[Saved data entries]
■ ■ ■ ■ ■
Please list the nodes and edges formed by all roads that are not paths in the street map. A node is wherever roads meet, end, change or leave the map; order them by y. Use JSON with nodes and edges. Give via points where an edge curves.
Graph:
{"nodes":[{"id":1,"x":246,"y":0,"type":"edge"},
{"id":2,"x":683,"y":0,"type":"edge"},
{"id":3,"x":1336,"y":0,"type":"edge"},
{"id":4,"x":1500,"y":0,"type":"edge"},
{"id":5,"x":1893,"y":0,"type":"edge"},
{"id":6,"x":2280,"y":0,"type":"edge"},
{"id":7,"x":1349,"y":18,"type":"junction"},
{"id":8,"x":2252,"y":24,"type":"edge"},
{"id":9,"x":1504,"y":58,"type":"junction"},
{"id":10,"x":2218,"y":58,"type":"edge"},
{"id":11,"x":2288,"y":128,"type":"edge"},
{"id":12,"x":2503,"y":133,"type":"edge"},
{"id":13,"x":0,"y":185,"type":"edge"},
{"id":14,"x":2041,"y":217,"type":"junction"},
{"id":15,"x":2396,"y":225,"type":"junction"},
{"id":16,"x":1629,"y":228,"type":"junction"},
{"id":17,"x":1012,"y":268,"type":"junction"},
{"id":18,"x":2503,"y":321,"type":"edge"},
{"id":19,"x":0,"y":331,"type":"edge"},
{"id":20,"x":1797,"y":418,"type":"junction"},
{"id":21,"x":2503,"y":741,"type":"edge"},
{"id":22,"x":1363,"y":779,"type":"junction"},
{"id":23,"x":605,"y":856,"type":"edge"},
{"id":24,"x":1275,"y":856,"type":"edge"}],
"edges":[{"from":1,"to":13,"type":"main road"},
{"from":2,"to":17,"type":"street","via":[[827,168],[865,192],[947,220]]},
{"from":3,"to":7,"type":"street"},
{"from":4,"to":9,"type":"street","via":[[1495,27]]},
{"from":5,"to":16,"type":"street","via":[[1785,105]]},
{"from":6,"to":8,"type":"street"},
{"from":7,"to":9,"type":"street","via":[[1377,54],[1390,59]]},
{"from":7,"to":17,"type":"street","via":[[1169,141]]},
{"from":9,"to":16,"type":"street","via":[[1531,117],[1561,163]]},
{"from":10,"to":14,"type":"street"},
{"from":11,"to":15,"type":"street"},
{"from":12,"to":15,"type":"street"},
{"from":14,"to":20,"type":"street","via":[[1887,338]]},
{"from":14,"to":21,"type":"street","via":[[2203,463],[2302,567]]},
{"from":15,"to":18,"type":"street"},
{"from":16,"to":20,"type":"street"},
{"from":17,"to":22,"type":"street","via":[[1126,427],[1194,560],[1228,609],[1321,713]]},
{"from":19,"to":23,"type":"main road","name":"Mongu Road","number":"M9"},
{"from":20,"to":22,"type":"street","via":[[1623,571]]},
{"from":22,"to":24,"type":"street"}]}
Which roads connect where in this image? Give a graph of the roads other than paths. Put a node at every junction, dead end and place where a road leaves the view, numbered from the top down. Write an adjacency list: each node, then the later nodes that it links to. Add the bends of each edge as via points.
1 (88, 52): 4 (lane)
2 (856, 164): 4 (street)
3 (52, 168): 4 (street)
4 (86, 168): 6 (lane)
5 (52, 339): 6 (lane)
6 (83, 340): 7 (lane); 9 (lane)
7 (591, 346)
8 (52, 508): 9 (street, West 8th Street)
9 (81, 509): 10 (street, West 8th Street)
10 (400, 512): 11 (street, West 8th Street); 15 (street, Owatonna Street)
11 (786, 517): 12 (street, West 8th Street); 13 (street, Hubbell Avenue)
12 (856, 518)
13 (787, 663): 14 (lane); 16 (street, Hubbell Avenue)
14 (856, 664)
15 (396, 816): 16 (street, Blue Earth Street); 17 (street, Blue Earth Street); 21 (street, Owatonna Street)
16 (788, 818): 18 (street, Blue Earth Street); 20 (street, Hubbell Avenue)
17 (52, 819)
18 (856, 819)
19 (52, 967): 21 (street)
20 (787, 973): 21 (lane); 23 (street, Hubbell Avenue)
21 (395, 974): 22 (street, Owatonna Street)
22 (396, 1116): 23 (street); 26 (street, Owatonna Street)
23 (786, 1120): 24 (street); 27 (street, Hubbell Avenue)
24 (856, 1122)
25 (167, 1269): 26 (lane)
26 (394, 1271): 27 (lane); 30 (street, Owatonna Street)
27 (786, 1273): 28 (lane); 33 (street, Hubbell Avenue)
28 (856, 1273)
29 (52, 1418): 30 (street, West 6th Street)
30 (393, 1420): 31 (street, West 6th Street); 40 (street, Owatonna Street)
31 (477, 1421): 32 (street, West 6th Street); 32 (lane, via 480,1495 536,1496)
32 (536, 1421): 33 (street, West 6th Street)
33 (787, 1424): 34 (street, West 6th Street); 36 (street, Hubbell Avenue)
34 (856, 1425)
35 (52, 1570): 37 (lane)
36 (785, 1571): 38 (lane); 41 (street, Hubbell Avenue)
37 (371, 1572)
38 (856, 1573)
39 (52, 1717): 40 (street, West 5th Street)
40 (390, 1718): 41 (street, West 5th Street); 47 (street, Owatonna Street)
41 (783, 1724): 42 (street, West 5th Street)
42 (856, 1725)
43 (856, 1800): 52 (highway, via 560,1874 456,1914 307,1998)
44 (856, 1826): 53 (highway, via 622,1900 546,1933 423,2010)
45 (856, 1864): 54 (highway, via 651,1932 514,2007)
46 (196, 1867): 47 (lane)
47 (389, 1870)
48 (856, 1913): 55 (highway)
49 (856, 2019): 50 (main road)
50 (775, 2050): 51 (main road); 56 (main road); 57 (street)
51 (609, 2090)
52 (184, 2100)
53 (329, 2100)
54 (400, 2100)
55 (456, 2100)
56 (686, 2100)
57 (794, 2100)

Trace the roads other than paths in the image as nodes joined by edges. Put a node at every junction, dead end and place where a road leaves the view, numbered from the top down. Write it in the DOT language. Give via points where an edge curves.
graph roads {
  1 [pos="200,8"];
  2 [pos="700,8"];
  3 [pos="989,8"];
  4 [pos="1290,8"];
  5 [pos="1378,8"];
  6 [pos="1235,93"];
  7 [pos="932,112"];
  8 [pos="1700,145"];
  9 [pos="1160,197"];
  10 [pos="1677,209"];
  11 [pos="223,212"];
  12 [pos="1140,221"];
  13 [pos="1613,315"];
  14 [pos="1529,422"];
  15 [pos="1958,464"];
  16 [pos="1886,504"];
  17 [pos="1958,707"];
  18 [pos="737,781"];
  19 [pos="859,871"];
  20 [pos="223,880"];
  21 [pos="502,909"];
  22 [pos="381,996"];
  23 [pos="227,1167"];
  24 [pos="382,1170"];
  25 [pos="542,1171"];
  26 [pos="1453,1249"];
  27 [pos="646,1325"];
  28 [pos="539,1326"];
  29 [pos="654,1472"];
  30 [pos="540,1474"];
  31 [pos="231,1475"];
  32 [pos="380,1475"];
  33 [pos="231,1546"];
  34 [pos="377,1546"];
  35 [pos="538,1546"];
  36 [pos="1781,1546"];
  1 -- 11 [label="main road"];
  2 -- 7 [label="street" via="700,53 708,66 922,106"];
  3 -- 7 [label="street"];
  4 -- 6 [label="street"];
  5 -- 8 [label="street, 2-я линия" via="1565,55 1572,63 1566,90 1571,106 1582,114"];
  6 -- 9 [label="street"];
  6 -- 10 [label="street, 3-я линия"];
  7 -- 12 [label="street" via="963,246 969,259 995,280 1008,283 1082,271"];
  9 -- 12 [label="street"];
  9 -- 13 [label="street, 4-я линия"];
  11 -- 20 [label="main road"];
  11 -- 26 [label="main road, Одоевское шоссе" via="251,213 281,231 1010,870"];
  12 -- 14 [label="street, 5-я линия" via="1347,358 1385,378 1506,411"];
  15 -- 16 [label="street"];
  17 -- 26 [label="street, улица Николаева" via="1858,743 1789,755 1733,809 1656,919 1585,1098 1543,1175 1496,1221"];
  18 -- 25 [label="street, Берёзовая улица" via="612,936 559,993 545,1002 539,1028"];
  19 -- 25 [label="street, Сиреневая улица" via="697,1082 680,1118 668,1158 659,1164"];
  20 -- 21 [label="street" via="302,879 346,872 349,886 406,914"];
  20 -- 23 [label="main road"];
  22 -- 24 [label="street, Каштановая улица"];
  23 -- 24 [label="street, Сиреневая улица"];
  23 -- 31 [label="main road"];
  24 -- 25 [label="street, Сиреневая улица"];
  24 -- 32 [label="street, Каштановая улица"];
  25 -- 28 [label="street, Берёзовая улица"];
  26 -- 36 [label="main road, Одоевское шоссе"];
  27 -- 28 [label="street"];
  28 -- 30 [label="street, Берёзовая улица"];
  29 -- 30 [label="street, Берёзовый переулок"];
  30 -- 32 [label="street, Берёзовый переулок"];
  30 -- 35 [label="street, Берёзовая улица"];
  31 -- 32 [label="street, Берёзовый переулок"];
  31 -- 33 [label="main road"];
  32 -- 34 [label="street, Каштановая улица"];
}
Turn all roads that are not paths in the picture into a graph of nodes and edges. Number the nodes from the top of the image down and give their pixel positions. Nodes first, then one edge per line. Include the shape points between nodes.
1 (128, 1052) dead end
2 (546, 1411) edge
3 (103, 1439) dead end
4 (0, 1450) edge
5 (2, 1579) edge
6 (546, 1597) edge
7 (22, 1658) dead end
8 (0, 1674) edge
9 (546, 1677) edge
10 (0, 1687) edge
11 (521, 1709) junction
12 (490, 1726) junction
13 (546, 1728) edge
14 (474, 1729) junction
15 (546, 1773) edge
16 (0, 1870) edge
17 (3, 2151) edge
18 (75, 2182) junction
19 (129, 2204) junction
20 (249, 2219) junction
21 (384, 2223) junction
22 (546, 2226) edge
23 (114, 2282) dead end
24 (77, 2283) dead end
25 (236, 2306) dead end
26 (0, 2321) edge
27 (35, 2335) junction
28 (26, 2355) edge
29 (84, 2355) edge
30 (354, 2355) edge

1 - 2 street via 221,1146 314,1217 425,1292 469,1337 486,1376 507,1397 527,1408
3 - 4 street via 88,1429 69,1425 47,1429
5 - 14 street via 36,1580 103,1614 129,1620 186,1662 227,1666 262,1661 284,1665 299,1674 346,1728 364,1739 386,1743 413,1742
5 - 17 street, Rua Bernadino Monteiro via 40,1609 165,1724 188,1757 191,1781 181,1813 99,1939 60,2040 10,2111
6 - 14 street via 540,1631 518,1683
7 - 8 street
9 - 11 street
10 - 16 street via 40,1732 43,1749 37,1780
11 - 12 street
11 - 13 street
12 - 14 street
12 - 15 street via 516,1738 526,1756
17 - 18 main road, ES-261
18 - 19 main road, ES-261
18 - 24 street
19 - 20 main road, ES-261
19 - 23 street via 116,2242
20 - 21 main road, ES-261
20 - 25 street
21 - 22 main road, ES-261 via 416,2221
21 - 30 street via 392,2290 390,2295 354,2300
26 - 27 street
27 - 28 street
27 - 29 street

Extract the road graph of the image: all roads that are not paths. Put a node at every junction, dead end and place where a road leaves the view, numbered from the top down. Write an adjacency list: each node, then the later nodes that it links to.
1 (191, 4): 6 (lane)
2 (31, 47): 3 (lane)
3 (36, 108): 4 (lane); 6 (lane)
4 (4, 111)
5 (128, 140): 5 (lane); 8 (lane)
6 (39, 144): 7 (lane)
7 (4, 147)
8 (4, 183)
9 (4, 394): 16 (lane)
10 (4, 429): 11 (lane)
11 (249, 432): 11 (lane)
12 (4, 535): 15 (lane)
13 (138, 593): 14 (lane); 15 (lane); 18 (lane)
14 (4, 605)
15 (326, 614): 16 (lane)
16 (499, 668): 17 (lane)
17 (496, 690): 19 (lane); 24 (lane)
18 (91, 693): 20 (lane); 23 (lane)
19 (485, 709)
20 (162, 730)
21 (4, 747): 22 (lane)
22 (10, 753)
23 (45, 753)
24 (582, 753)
■ ■ ■ ■ ■
### Work instruction
Those lines of the records that contain the string "Сиреневая" should be identified and copied.

### Task output
  19 -- 25 [label="street, Сиреневая улица" via="697,1082 680,1118 668,1158 659,1164"];
  23 -- 24 [label="street, Сиреневая улица"];
  24 -- 25 [label="street, Сиреневая улица"];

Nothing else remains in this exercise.